In his public appearances, Jack often shared one of his core beliefs about how God uses suffering to force us to think beyond ourselves and become mature in our faith; after all, “Pain is the megaphone to rouse a deaf world.” He had always been confident that he knew what he was talking about because of the death of his mother when he was a child. Nursing Joy through her illness, though, had led him to see that he had intellectualized that old pain for the most part, and he was not very well equipped for the pain of losing his beloved wife in the present.

Joy’s health seemed to improve and she went into remission. A colleague remarked, “I know how hard you’ve been praying, Jack. And now God is answering your prayer.”

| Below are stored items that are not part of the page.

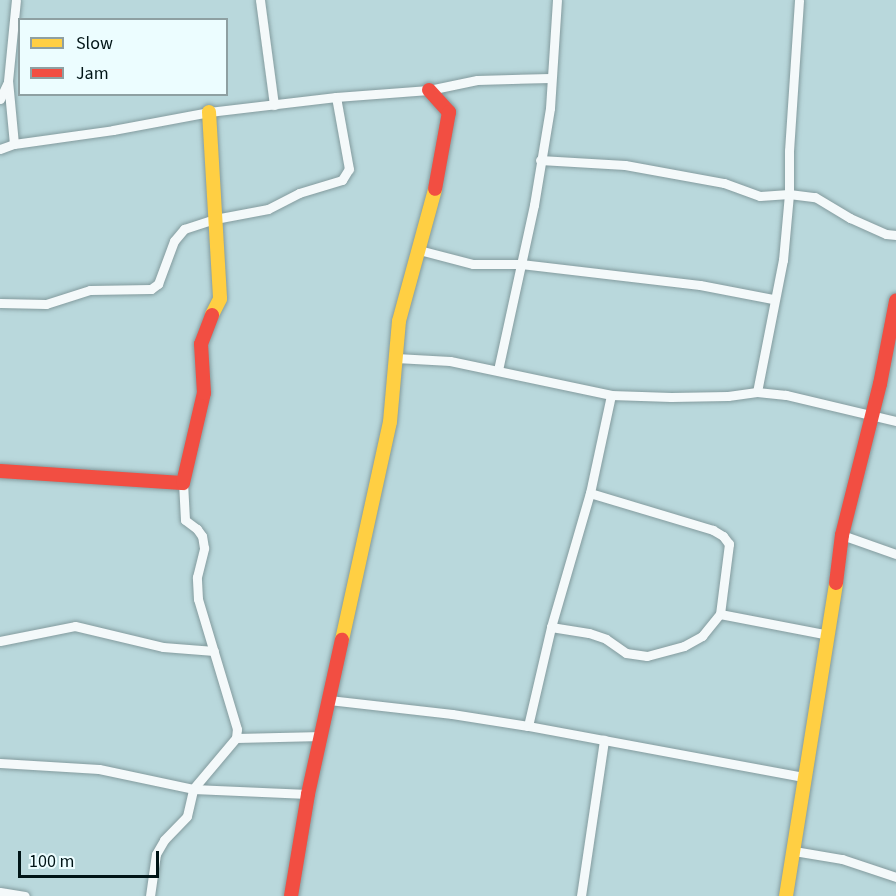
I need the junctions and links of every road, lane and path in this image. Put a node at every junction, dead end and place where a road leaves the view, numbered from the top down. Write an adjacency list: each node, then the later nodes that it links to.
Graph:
1 (16, 0): 6 (street)
2 (260, 0): 10 (street)
3 (557, 0): 5 (street)
4 (799, 0): 15 (street)
5 (550, 78): 7 (street); 14 (street)
6 (8, 81): 9 (street); 12 (street)
7 (429, 90): 8 (street); 18 (street)
8 (336, 97): 10 (street); 16 (street)
9 (0, 99)
10 (274, 105): 11 (street)
11 (209, 112): 12 (street); 16 (street)
12 (14, 144): 13 (street)
13 (0, 149)
14 (540, 160): 15 (street); 19 (street)
15 (789, 194): 17 (street); 20 (street)
16 (215, 219): 22 (street); 30 (street)
17 (896, 235)
18 (419, 250): 19 (street); 23 (street)
19 (521, 264): 20 (street); 24 (street)
20 (773, 299): 25 (street)
21 (896, 301): 27 (street)
22 (0, 303)
23 (396, 358): 24 (street); 39 (street)
24 (498, 370): 26 (street)
25 (757, 392): 26 (street); 27 (street)
26 (612, 395): 31 (street)
27 (871, 415): 28 (street); 32 (street)
28 (896, 421)
29 (0, 471): 30 (street)
30 (183, 483): 38 (street)
31 (590, 493): 34 (street); 35 (street)
32 (842, 535): 33 (street); 36 (street)
33 (896, 554)
34 (720, 614): 35 (street); 36 (street)
35 (551, 627): 40 (street)
36 (829, 635): 45 (street)
37 (0, 641): 38 (street)
38 (214, 651): 42 (street)
39 (329, 700): 40 (street); 41 (street)
40 (528, 726): 43 (street)
41 (322, 736): 42 (street); 47 (street)
42 (236, 738): 46 (street)
43 (604, 740): 45 (street); 54 (street)
44 (0, 763): 46 (street)
45 (804, 777): 48 (street)
46 (193, 789): 47 (street); 52 (street)
47 (308, 794): 53 (street)
48 (794, 850): 49 (street); 55 (street)
49 (896, 877)
50 (0, 892): 51 (street)
51 (25, 896)
52 (150, 896)
53 (291, 896)
54 (581, 896)
55 (786, 896)

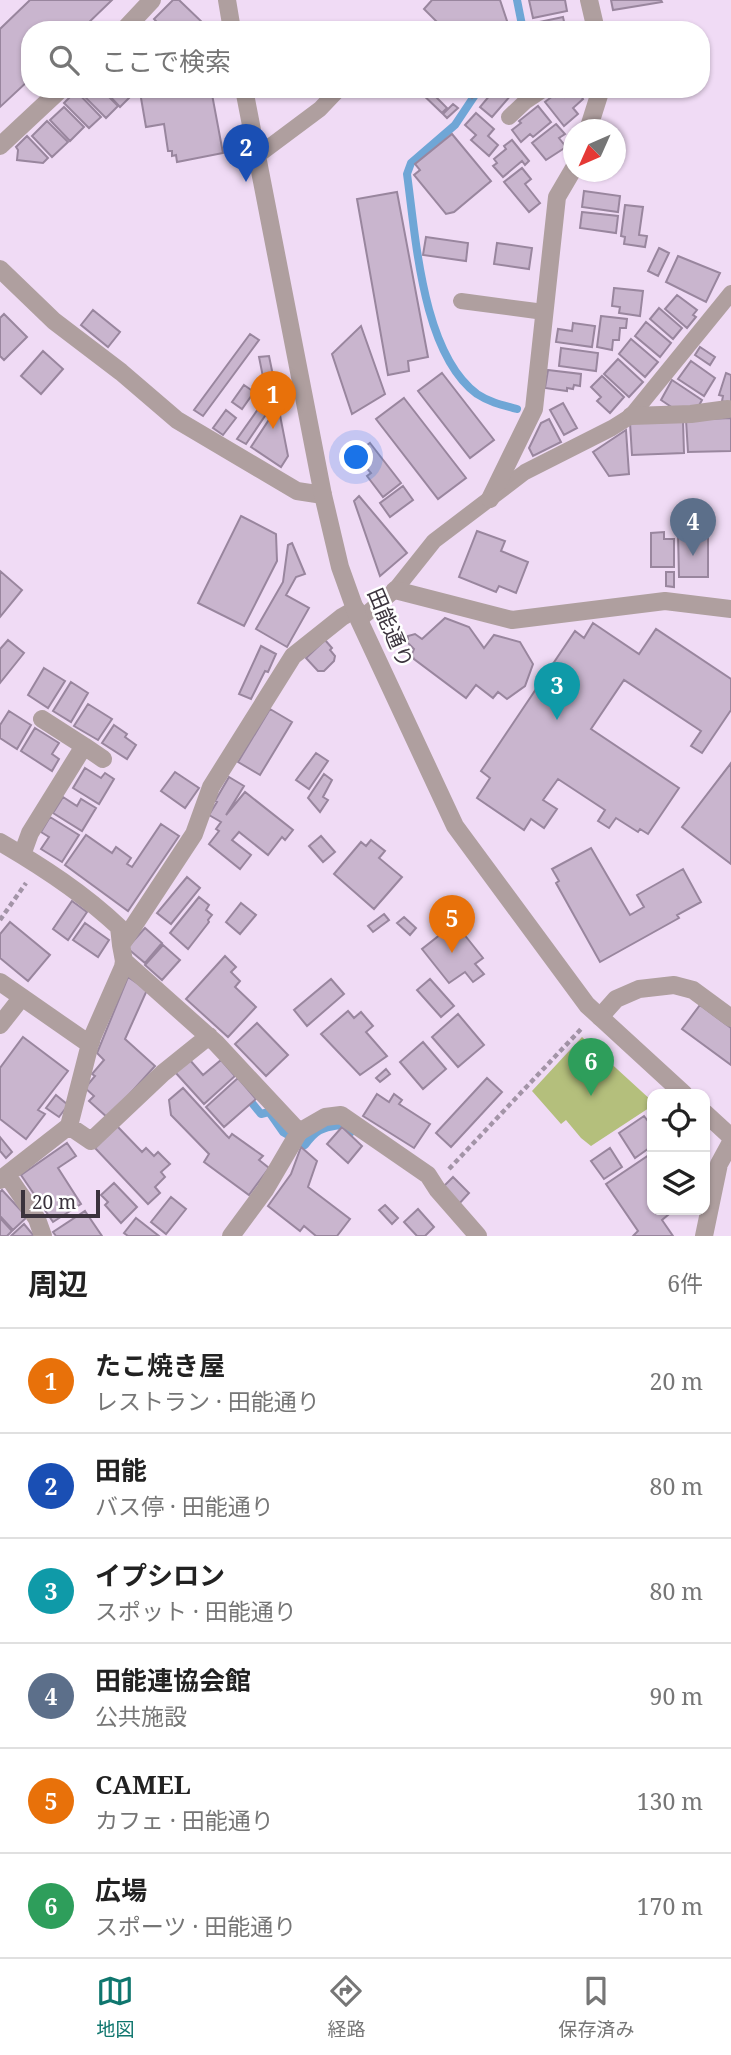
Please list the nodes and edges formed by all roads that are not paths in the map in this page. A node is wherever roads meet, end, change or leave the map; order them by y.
1 (152, 0) edge
2 (227, 0) edge
3 (589, 0) edge
4 (132, 21) edge
5 (230, 21) edge
6 (594, 21) edge
7 (51, 98) edge
8 (246, 98) edge
9 (331, 98) edge
10 (530, 98) edge
11 (598, 98) edge
12 (509, 117) dead end
13 (591, 119) edge
14 (0, 146) edge
15 (257, 156) junction
16 (566, 182) edge
17 (0, 268) edge
18 (731, 293) edge
19 (461, 301) dead end
20 (544, 312) junction
21 (728, 410) dead end
22 (631, 416) junction
23 (323, 495) junction
24 (490, 499) junction
25 (395, 590) junction
26 (731, 609) edge
27 (358, 614) junction
28 (43, 719) dead end
29 (85, 746) junction
30 (103, 759) dead end
31 (0, 842) edge
32 (22, 855) junction
33 (122, 953) junction
34 (0, 982) edge
35 (22, 997) junction
36 (600, 1017) junction
37 (731, 1018) edge
38 (0, 1026) edge
39 (209, 1036) junction
40 (91, 1042) junction
41 (679, 1089) edge
42 (710, 1118) edge
43 (69, 1126) junction
44 (299, 1132) junction
45 (731, 1139) edge
46 (4, 1177) edge
47 (43, 1236) edge
48 (232, 1236) edge
49 (478, 1236) edge
50 (704, 1236) edge

1 - 4 street
2 - 5 street
3 - 6 street
7 - 14 street
8 - 15 street, 田能通り
9 - 15 lane
10 - 12 lane
11 - 13 street
15 - 23 street, 田能通り
16 - 20 street
17 - 23 street
18 - 22 lane
19 - 20 lane
20 - 24 street
21 - 22 street
22 - 24 lane
23 - 27 street, 田能通り
24 - 25 lane
25 - 26 street
25 - 27 lane
27 - 33 street
27 - 36 street, 田能通り
28 - 29 street
29 - 30 street
29 - 32 street
31 - 32 street
32 - 33 street
33 - 39 street
33 - 40 street
34 - 35 street
35 - 38 street
35 - 40 street
36 - 37 street
36 - 41 street, 田能通り
39 - 43 street
39 - 44 street
40 - 43 street
42 - 45 street
43 - 46 street
44 - 48 street
44 - 49 street
45 - 50 street
46 - 47 street

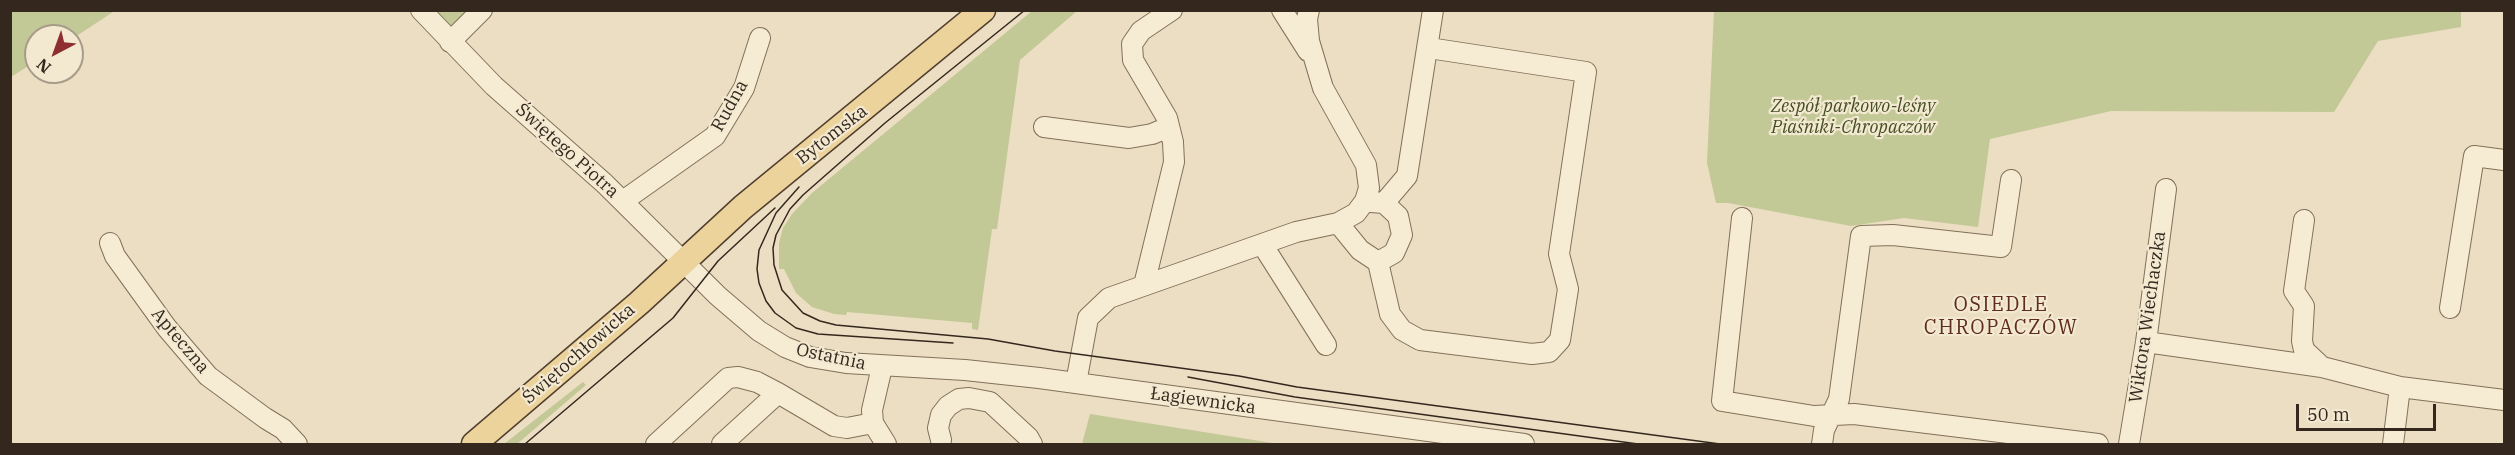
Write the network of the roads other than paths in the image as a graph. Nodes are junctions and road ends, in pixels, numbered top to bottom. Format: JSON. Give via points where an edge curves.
{"nodes":[{"id":1,"x":421,"y":10,"type":"edge"},
{"id":2,"x":482,"y":10,"type":"edge"},
{"id":3,"x":983,"y":10,"type":"edge"},
{"id":4,"x":1173,"y":10,"type":"edge"},
{"id":5,"x":1282,"y":10,"type":"edge"},
{"id":6,"x":1309,"y":10,"type":"edge"},
{"id":7,"x":1433,"y":10,"type":"edge"},
{"id":8,"x":760,"y":38,"type":"dead end"},
{"id":9,"x":450,"y":42,"type":"junction"},
{"id":10,"x":1429,"y":48,"type":"junction"},
{"id":11,"x":1312,"y":59,"type":"junction"},
{"id":12,"x":1044,"y":127,"type":"dead end"},
{"id":13,"x":1169,"y":127,"type":"junction"},
{"id":14,"x":2505,"y":160,"type":"edge"},
{"id":15,"x":2011,"y":180,"type":"dead end"},
{"id":16,"x":2166,"y":189,"type":"dead end"},
{"id":17,"x":623,"y":201,"type":"junction"},
{"id":18,"x":1374,"y":202,"type":"junction"},
{"id":19,"x":1742,"y":218,"type":"dead end"},
{"id":20,"x":2304,"y":219,"type":"dead end"},
{"id":21,"x":1338,"y":223,"type":"junction"},
{"id":22,"x":110,"y":243,"type":"dead end"},
{"id":23,"x":1262,"y":244,"type":"junction"},
{"id":24,"x":682,"y":262,"type":"junction"},
{"id":25,"x":1378,"y":262,"type":"junction"},
{"id":26,"x":1144,"y":285,"type":"junction"},
{"id":27,"x":2450,"y":308,"type":"dead end"},
{"id":28,"x":2146,"y":342,"type":"junction"},
{"id":29,"x":1326,"y":345,"type":"dead end"},
{"id":30,"x":882,"y":367,"type":"junction"},
{"id":31,"x":2322,"y":367,"type":"junction"},
{"id":32,"x":1076,"y":383,"type":"junction"},
{"id":33,"x":2400,"y":387,"type":"junction"},
{"id":34,"x":778,"y":393,"type":"junction"},
{"id":35,"x":2505,"y":400,"type":"edge"},
{"id":36,"x":1830,"y":416,"type":"junction"},
{"id":37,"x":873,"y":423,"type":"junction"},
{"id":38,"x":941,"y":443,"type":"edge"},
{"id":39,"x":297,"y":444,"type":"edge"},
{"id":40,"x":474,"y":444,"type":"edge"},
{"id":41,"x":656,"y":444,"type":"edge"},
{"id":42,"x":722,"y":444,"type":"edge"},
{"id":43,"x":886,"y":444,"type":"edge"},
{"id":44,"x":1032,"y":444,"type":"edge"},
{"id":45,"x":1524,"y":444,"type":"edge"},
{"id":46,"x":1822,"y":444,"type":"edge"},
{"id":47,"x":2098,"y":444,"type":"edge"},
{"id":48,"x":2129,"y":444,"type":"edge"},
{"id":49,"x":2393,"y":444,"type":"edge"}],
"edges":[{"from":1,"to":9,"type":"street","name":"Świętego Piotra"},
{"from":2,"to":9,"type":"street"},
{"from":3,"to":24,"type":"main road","name":"Bytomska","via":[[765,188]]},
{"from":4,"to":13,"type":"street","via":[[1141,31],[1132,44],[1133,60]]},
{"from":5,"to":11,"type":"street"},
{"from":6,"to":11,"type":"street","via":[[1306,19]]},
{"from":7,"to":10,"type":"street"},
{"from":8,"to":17,"type":"street","name":"Rudna","via":[[744,88],[715,136]]},
{"from":9,"to":17,"type":"street","name":"Świętego Piotra"},
{"from":10,"to":18,"type":"street","via":[[1407,176]]},
{"from":10,"to":25,"type":"street","via":[[1586,72],[1559,254],[1568,289],[1560,340],[1549,352],[1532,354],[1420,340],[1402,330],[1390,314]]},
{"from":11,"to":18,"type":"street","via":[[1323,88],[1366,165]]},
{"from":12,"to":13,"type":"street","via":[[1129,138]]},
{"from":13,"to":26,"type":"street","via":[[1174,162]]},
{"from":14,"to":27,"type":"street","via":[[2474,156]]},
{"from":15,"to":36,"type":"street","via":[[2001,247],[1893,235],[1861,236],[1839,399]]},
{"from":16,"to":28,"type":"street","name":"Wiktora Wiechaczka"},
{"from":17,"to":24,"type":"street","name":"Świętego Piotra"},
{"from":18,"to":21,"type":"street"},
{"from":18,"to":25,"type":"street","via":[[1398,216],[1402,235],[1394,253]]},
{"from":19,"to":36,"type":"street","via":[[1722,401],[1814,417]]},
{"from":20,"to":31,"type":"street","via":[[2294,291],[2304,306],[2304,350]]},
{"from":21,"to":23,"type":"street"},
{"from":21,"to":25,"type":"street","via":[[1360,250]]},
{"from":22,"to":39,"type":"street","name":"Apteczna","via":[[166,328],[208,376],[283,429]]},
{"from":23,"to":26,"type":"street"},
{"from":23,"to":29,"type":"street"},
{"from":24,"to":30,"type":"street","name":"Ostatnia","via":[[738,314],[785,347],[810,357]]},
{"from":24,"to":40,"type":"main road","name":"Świętochłowicka"},
{"from":26,"to":32,"type":"street","via":[[1109,298],[1088,318]]},
{"from":28,"to":31,"type":"street"},
{"from":28,"to":48,"type":"street","name":"Wiktora Wiechaczka"},
{"from":30,"to":32,"type":"street","name":"Łagiewnicka","via":[[965,370]]},
{"from":30,"to":37,"type":"street","name":"Ostatnia","via":[[873,402]]},
{"from":31,"to":33,"type":"street"},
{"from":32,"to":45,"type":"street","name":"Łagiewnicka"},
{"from":33,"to":35,"type":"street"},
{"from":33,"to":49,"type":"street"},
{"from":34,"to":37,"type":"street","via":[[834,426]]},
{"from":34,"to":41,"type":"street","via":[[757,382],[728,378]]},
{"from":34,"to":42,"type":"street"},
{"from":36,"to":46,"type":"street"},
{"from":36,"to":47,"type":"street","via":[[1854,414]]},
{"from":37,"to":43,"type":"street"},
{"from":38,"to":44,"type":"street","via":[[941,415],[959,399],[969,398],[990,402]]}]}
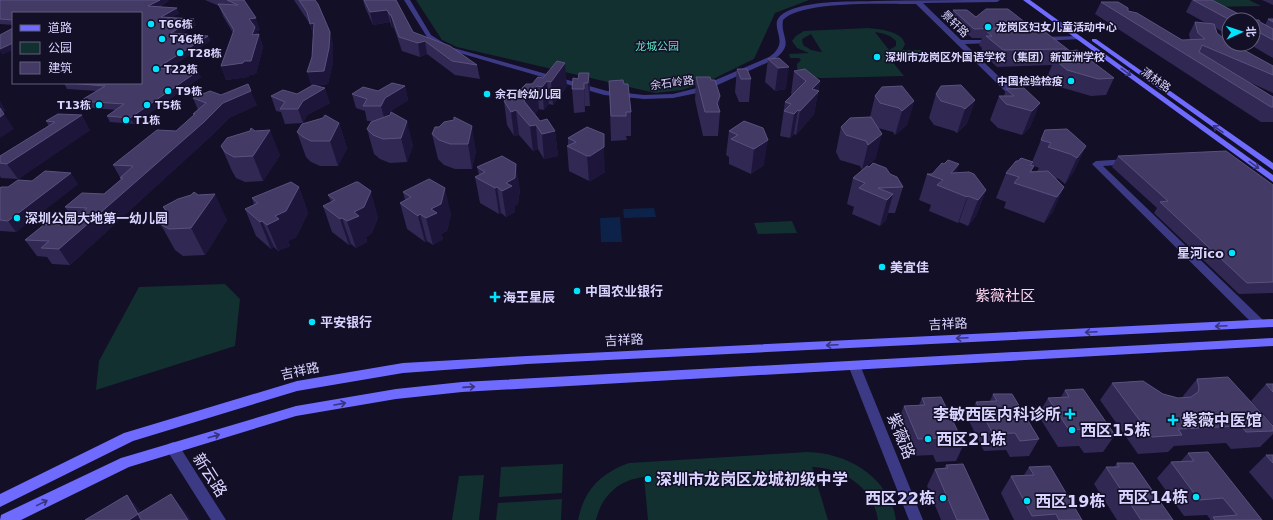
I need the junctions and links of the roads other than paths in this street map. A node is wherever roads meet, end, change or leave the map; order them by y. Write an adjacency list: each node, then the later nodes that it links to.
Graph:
1 (407, 0): 5 (street, 余石岭路)
2 (997, 0): 5 (street, 余石岭路)
3 (1026, 0): 6 (main road, 清林路)
4 (1037, 0): 14 (main road, 清林路, one-way to 4)
5 (918, 2): 9 (street, 景轩路)
6 (1079, 38): 7 (street); 11 (main road, 清林路, one-way to 11)
7 (1036, 40)
8 (998, 41): 9 (street)
9 (959, 42): 10 (street, 景轩路)
10 (1013, 94)
11 (1243, 157): 12 (street); 17 (main road, 清林路, one-way to 17)
12 (1224, 158)
13 (1273, 160): 14 (street)
14 (1264, 161): 16 (main road, 清林路)
15 (1141, 162): 19 (street)
16 (1273, 167)
17 (1273, 179)
18 (1273, 323): 19 (main road, 吉祥路)
19 (1260, 324): 23 (main road, 吉祥路, one-way to 23)
20 (1273, 342): 21 (main road)
21 (854, 365): 22 (main road, one-way to 21); 26 (street, 紫薇路)
22 (173, 448): 24 (main road, one-way to 22); 25 (street, 新云路)
23 (0, 501)
24 (6, 520)
25 (219, 520)
26 (916, 520)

Jack’s response was this: “That’s not why I pray. I pray because I can’t help myself. I pray because I’m helpless. I pray because the need flows out of me all the time, waking and sleeping. It doesn’t change God. It changes me.” 

All too soon, Joy’s remission ended and her health deteriorated rapidly. At one point, Jack reached a conclusion that truly touched me: Without exception, every single person in the world would know at some time the excruciating pain of loss. For some it would come from losing a loved one; for others, it would be having nobody to love.   And Jack suspected that far and away the first might be easier to bear. Because, with all the agony that he and Joy were going through, separately and together, in loving her and in knowing that she loved him Jack was happier than he’d ever been in his life. Wasn’t that some absurd divine paradox? Did it mean that God had a sense of humor? 

In the end, the man who used to live in his head lost his wife. He came to understand how it feels to truly grieve. But he did not lose his faith; in fact this experience heightened the need for it. He didn’t become broken in spirit, but came out of all this with a newfound strength of character.

It isn’t important to me how much of this book was based on reality and how much came from the author’s imagination. The fact that it was able to weave together a story about love, faith, suffering and strength of character was enough to affect me irrevocably. Each description of what Jack and Joy experienced rang true; way before I reached the back cover, I already felt that I knew them through and through.

As this year draws to a close, I skim this book’s pages and I am reminded that I should resolve to be bolder in facing life, grasping the possibility of love with both hands and not letting go. Making this the first resolution on my list would be a good way to start another year. Because of the faith that I also profess, I am certain that there isn’t much to fear out there anyway.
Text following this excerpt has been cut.